◆ **Work item**
Locate every line in the records below that holds the word "ring" and return each one.

◆ **Supplied records**
....
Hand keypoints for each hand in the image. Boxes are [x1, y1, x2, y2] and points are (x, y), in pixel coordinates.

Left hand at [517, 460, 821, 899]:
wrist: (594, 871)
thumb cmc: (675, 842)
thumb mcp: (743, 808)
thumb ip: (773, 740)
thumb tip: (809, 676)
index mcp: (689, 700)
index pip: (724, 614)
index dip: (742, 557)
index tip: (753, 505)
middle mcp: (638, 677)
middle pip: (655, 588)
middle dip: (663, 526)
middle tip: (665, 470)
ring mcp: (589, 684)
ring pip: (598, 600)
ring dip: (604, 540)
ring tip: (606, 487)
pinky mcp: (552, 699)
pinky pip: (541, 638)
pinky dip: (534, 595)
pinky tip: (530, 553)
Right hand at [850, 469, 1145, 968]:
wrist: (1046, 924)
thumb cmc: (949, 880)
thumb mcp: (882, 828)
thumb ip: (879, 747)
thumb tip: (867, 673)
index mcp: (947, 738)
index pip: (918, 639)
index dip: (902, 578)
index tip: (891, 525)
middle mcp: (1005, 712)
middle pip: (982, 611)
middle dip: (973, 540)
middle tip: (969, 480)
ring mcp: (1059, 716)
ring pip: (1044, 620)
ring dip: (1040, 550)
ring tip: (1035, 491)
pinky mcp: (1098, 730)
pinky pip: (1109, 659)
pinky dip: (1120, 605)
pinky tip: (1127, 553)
....
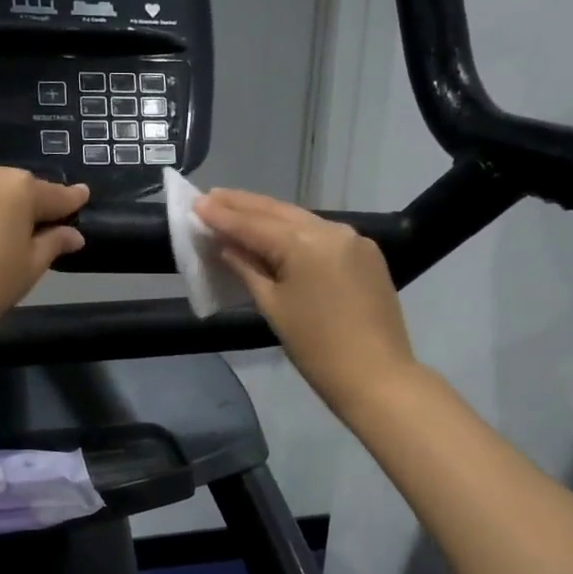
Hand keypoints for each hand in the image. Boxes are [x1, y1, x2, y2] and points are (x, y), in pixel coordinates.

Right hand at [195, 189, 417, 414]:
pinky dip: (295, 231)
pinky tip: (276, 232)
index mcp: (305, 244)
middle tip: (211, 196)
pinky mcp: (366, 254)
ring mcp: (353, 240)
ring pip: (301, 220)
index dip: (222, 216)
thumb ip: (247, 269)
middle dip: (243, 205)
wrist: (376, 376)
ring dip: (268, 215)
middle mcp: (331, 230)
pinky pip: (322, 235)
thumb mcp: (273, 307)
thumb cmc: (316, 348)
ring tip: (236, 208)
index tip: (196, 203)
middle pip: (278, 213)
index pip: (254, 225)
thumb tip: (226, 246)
....
◆ **Worked solution**
ring mcp: (589, 684)
ring pip: (598, 600)
ring dip: (604, 540)
ring tip: (606, 487)
ring mcp: (1059, 716)
ring pip: (1044, 620)
ring dip: (1040, 550)
ring tip: (1035, 491)
ring mcp: (353, 240)
ring pip: (301, 220)
ring dip: (268, 215)
ring tip: (236, 208)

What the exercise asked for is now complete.